*** DATA EXTRACT Section Begins ***

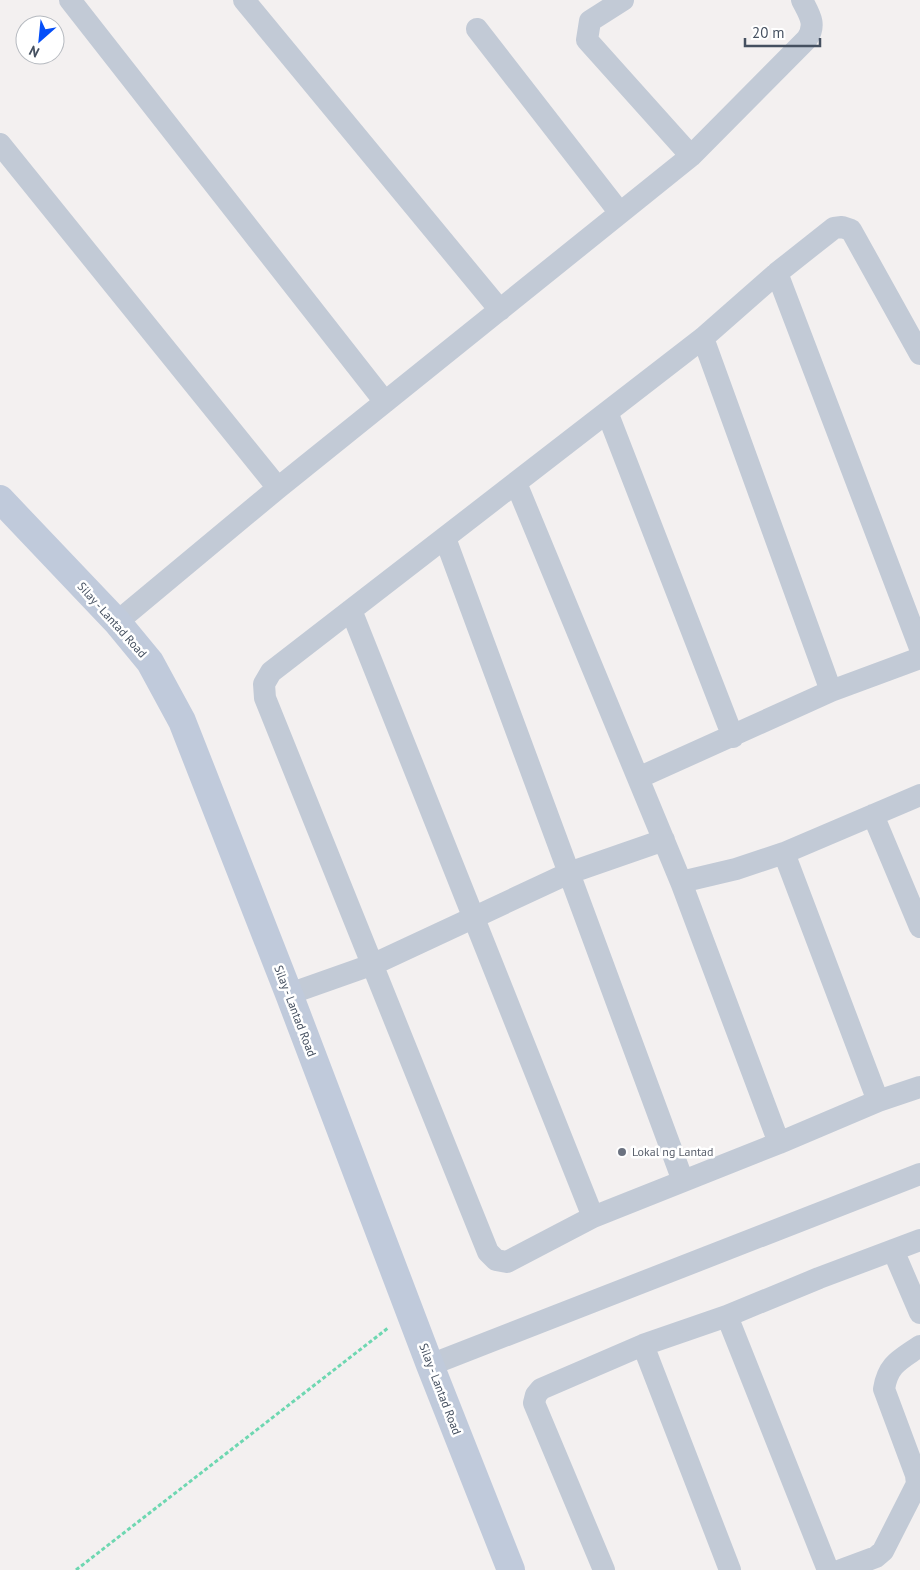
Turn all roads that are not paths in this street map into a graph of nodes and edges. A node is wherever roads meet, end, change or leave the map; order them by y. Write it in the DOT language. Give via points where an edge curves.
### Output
graph roads {
  1 [pos="70,0"];
  2 [pos="244,0"];
  3 [pos="623,0"];
  4 [pos="802,0"];
  5 [pos="477,30"];
  6 [pos="0,144"];
  7 [pos="690,156"];
  8 [pos="620,214"];
  9 [pos="777,273"];
  10 [pos="500,310"];
  11 [pos="703,338"];
  12 [pos="920,354"];
  13 [pos="385,402"];
  14 [pos="607,412"];
  15 [pos="516,483"];
  16 [pos="278,488"];
  17 [pos="0,500"];
  18 [pos="444,538"];
  19 [pos="351,610"];
  20 [pos="117,622"];
  21 [pos="920,648"];
  22 [pos="920,658"];
  23 [pos="831,691"];
  24 [pos="733,737"];
  25 [pos="638,778"];
  26 [pos="920,795"];
  27 [pos="873,816"];
  28 [pos="664,840"];
  29 [pos="784,853"];
  30 [pos="569,873"];
  31 [pos="681,882"];
  32 [pos="474,917"];
  33 [pos="920,927"];
  34 [pos="374,964"];
  35 [pos="289,994"];
  36 [pos="920,1087"];
  37 [pos="878,1101"];
  38 [pos="779,1143"];
  39 [pos="920,1174"];
  40 [pos="683,1181"];
  41 [pos="593,1216"];
  42 [pos="920,1240"];
  43 [pos="893,1250"];
  44 [pos="920,1313"];
  45 [pos="727,1316"];
  46 [pos="643,1345"];
  47 [pos="920,1346"];
  48 [pos="430,1365"];
  49 [pos="918,1485"];
  50 [pos="512,1570"];
  51 [pos="604,1570"];
  52 [pos="730,1570"];
  53 [pos="828,1570"];
  54 [pos="841,1570"];
  1 -- 13 [label="street"];
  2 -- 10 [label="street"];
  3 -- 7 [label="street" via="590,21 587,40"];
  4 -- 7 [label="street" via="813,22 807,39"];
  5 -- 8 [label="street"];
  6 -- 16 [label="street"];
  7 -- 8 [label="street"];
  8 -- 10 [label="street"];
  9 -- 11 [label="street"];
  9 -- 12 [label="street" via="834,228 851,230"];
  9 -- 21 [label="street"];
  10 -- 13 [label="street"];
  11 -- 14 [label="street"];
  11 -- 23 [label="street"];
  13 -- 16 [label="street"];
  14 -- 15 [label="street"];
  14 -- 24 [label="street"];
  15 -- 18 [label="street"];
  15 -- 25 [label="street"];
  16 -- 20 [label="street"];
  17 -- 20 [label="street, Silay - Lantad Road"];
  18 -- 19 [label="street"];
  18 -- 30 [label="street"];
  19 -- 32 [label="street"];
  19 -- 34 [label="street" via="271,672 264,684 265,698"];
  20 -- 35 [label="street, Silay - Lantad Road" via="150,662 182,721"];
  22 -- 23 [label="street"];
  23 -- 24 [label="street"];
  24 -- 25 [label="street"];
  25 -- 28 [label="street"];
  26 -- 27 [label="street"];
  27 -- 29 [label="street"];
  27 -- 33 [label="street"];
  28 -- 30 [label="street"];
  28 -- 31 [label="street"];
  29 -- 31 [label="street" via="736,870"];
  29 -- 37 [label="street"];
  30 -- 32 [label="street"];
  30 -- 40 [label="street"];
  31 -- 38 [label="street"];
  32 -- 34 [label="street"];
  32 -- 41 [label="street"];
  34 -- 35 [label="street"];
  34 -- 41 [label="street" via="488,1252 496,1260 507,1262"];
  35 -- 48 [label="street, Silay - Lantad Road"];
  36 -- 37 [label="street"];
  37 -- 38 [label="street"];
  38 -- 40 [label="street"];
  39 -- 48 [label="street"];
  40 -- 41 [label="street"];
  42 -- 43 [label="street"];
  43 -- 44 [label="street"];
  43 -- 45 [label="street"];
  45 -- 46 [label="street"];
  45 -- 53 [label="street"];
  46 -- 51 [label="street" via="541,1389 534,1403"];
  46 -- 52 [label="street"];
  47 -- 49 [label="street" via="893,1364 886,1376 884,1390"];
  48 -- 50 [label="street, Silay - Lantad Road"];
  49 -- 54 [label="street" via="883,1551 876,1557"];
}
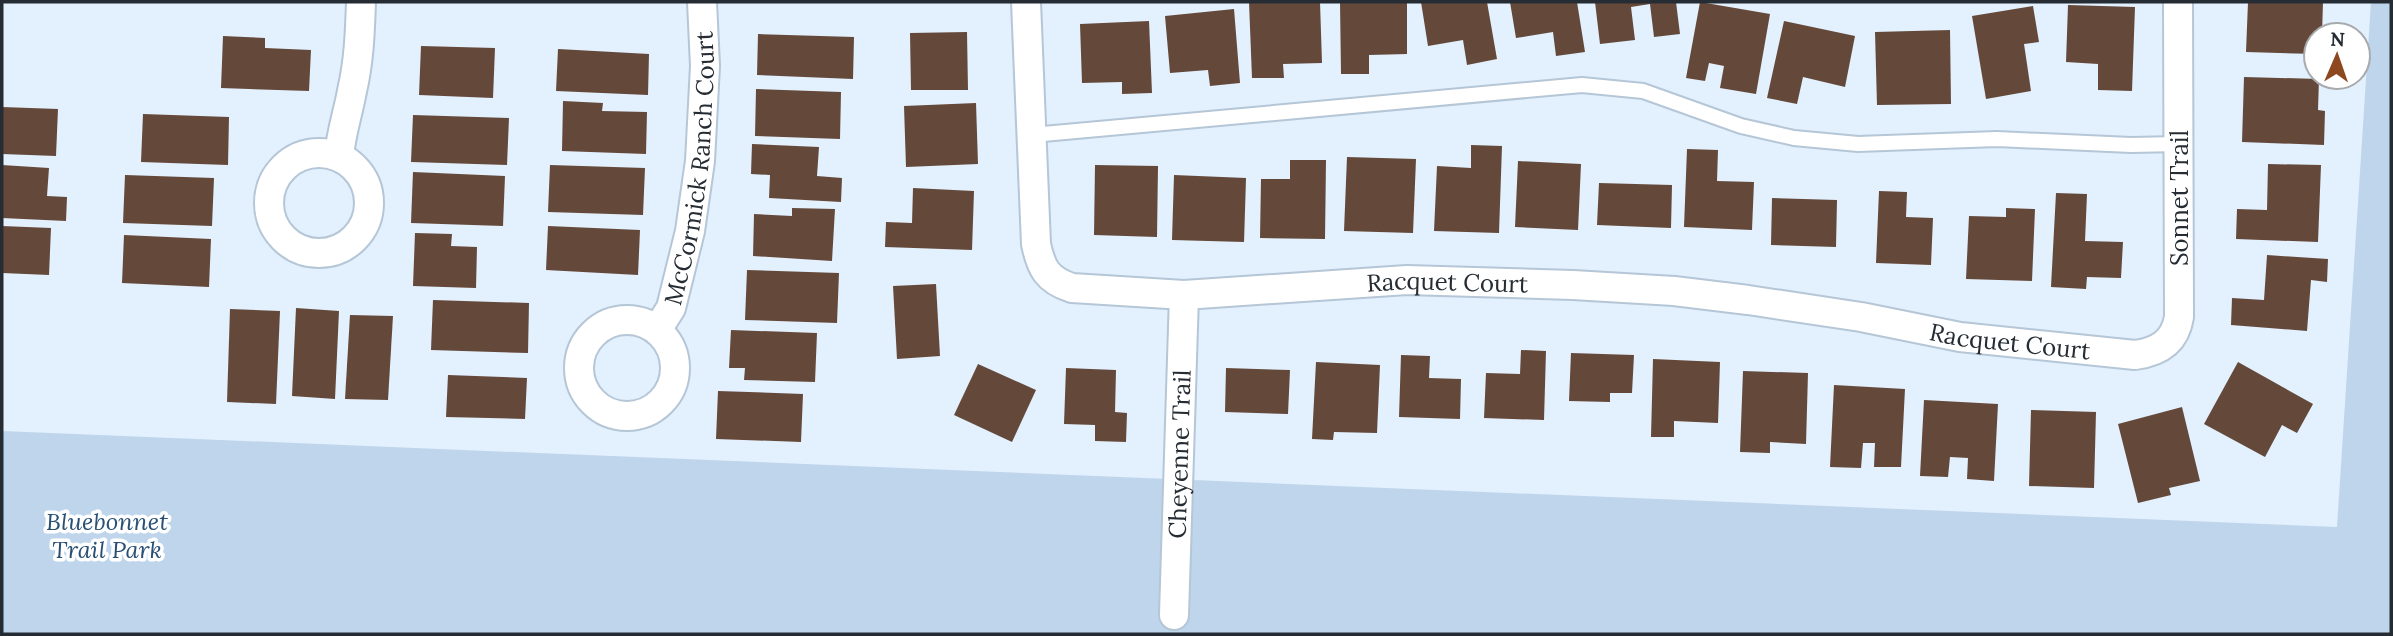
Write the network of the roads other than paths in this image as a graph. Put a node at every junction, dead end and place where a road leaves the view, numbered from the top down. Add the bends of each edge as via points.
1 (361, 2) edge
2 (702, 2) edge
3 (1026, 2) edge
4 (2178, 2) edge
5 (1032, 135) junction
6 (2179, 144) junction
7 (339, 156) dead end
8 (1184, 295) junction
9 (657, 330) dead end
10 (2122, 355) joint
11 (1174, 615) dead end

1 - 7 street via 359,47
2 - 9 street, McCormick Ranch Court via 705,66 690,231 671,308
3 - 5 street, Racquet Court
4 - 6 street, Sonnet Trail
5 - 6 lane via 1582,85 1643,91 1741,126 1794,138 1845,143 1997,139
5 - 8 street, Racquet Court via 1036,244 1048,276 1072,288
6 - 10 street, Sonnet Trail via 2177,331 2163,346 2146,354
8 - 10 street, Racquet Court via 1407,280 1674,291 1836,313 1960,337
8 - 11 street, Cheyenne Trail

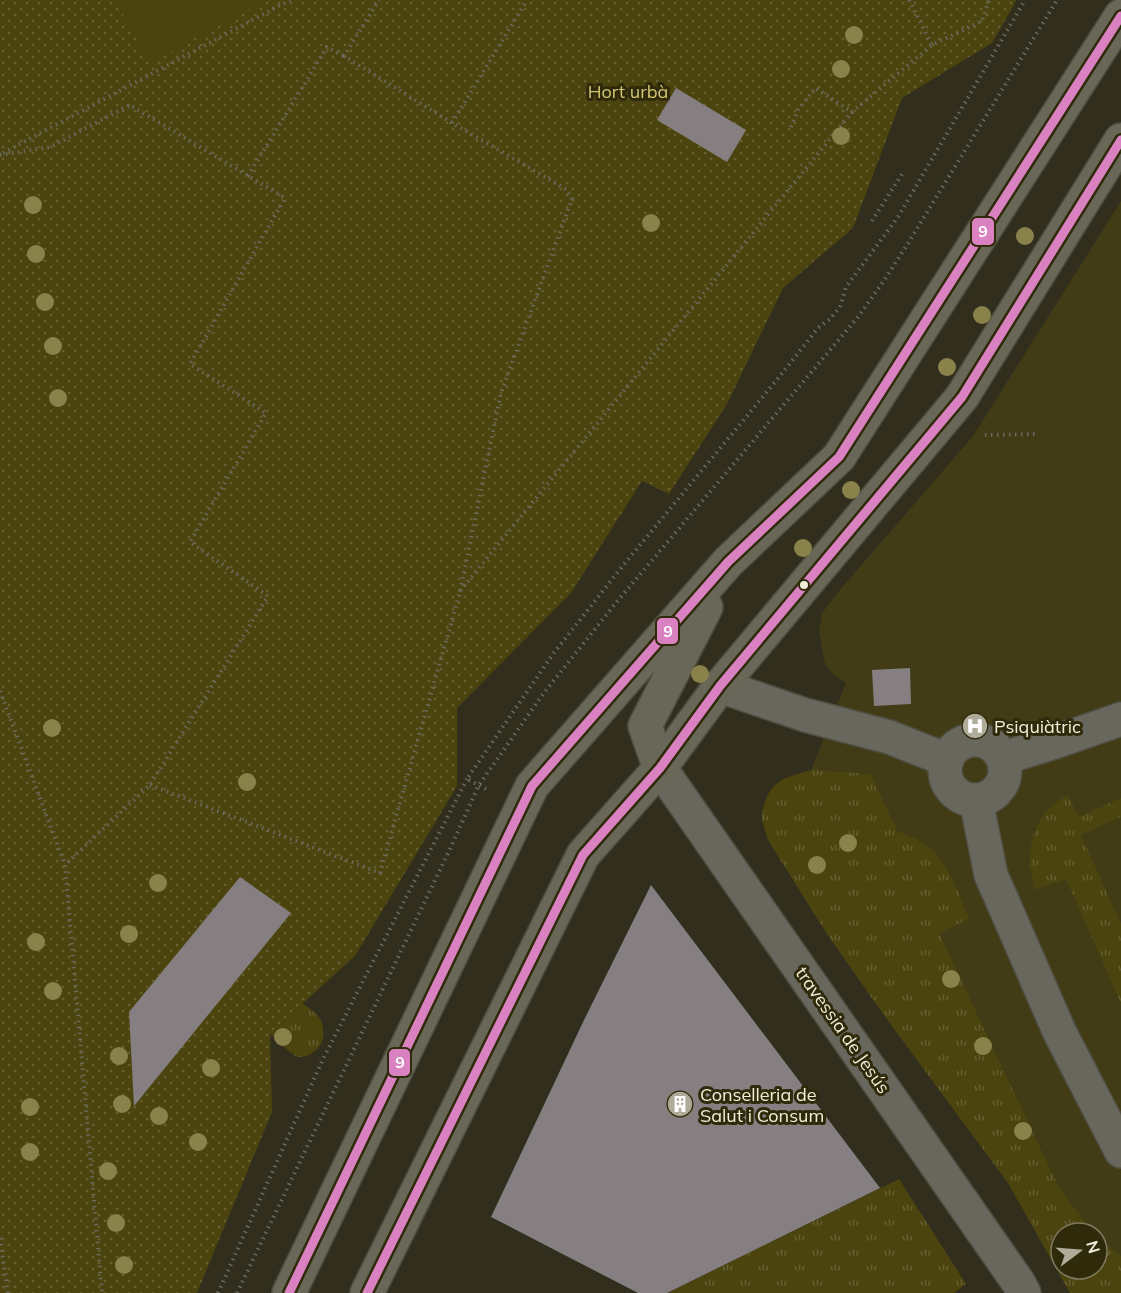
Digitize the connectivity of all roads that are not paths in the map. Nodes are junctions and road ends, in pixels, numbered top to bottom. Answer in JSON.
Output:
{"nodes":[{"id":1,"x":1121,"y":16,"type":"edge"},
{"id":2,"x":1121,"y":140,"type":"edge"},
{"id":3,"x":728,"y":562,"type":"junction"},
{"id":4,"x":720,"y":686,"type":"junction"},
{"id":5,"x":1121,"y":719,"type":"edge"},
{"id":6,"x":1004,"y":758,"type":"junction"},
{"id":7,"x":946,"y":760,"type":"junction"},
{"id":8,"x":660,"y":768,"type":"junction"},
{"id":9,"x":976,"y":800,"type":"junction"},
{"id":10,"x":1121,"y":1151,"type":"edge"},
{"id":11,"x":289,"y":1293,"type":"edge"},
{"id":12,"x":368,"y":1293,"type":"edge"},
{"id":13,"x":1024,"y":1293,"type":"edge"}],
"edges":[{"from":1,"to":3,"type":"main road"},
{"from":2,"to":4,"type":"main road"},
{"from":3,"to":8,"type":"main road"},
{"from":3,"to":11,"type":"main road"},
{"from":4,"to":7,"type":"street"},
{"from":4,"to":8,"type":"main road"},
{"from":5,"to":6,"type":"street"},
{"from":6,"to":7,"type":"street"},
{"from":6,"to":9,"type":"street"},
{"from":7,"to":9,"type":"street"},
{"from":8,"to":12,"type":"main road"},
{"from":8,"to":13,"type":"street","name":"travessia de Jesús"},
{"from":9,"to":10,"type":"street"}]}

*** DATA EXTRACT Section Ends ***

■ **WHAT YOU SHOULD DO**
What lines in the listing above contain the word "Court"? Show each one.

■ **TASK RESULT**
2 - 9 street, McCormick Ranch Court via 705,66 690,231 671,308
3 - 5 street, Racquet Court
5 - 8 street, Racquet Court via 1036,244 1048,276 1072,288
8 - 10 street, Racquet Court via 1407,280 1674,291 1836,313 1960,337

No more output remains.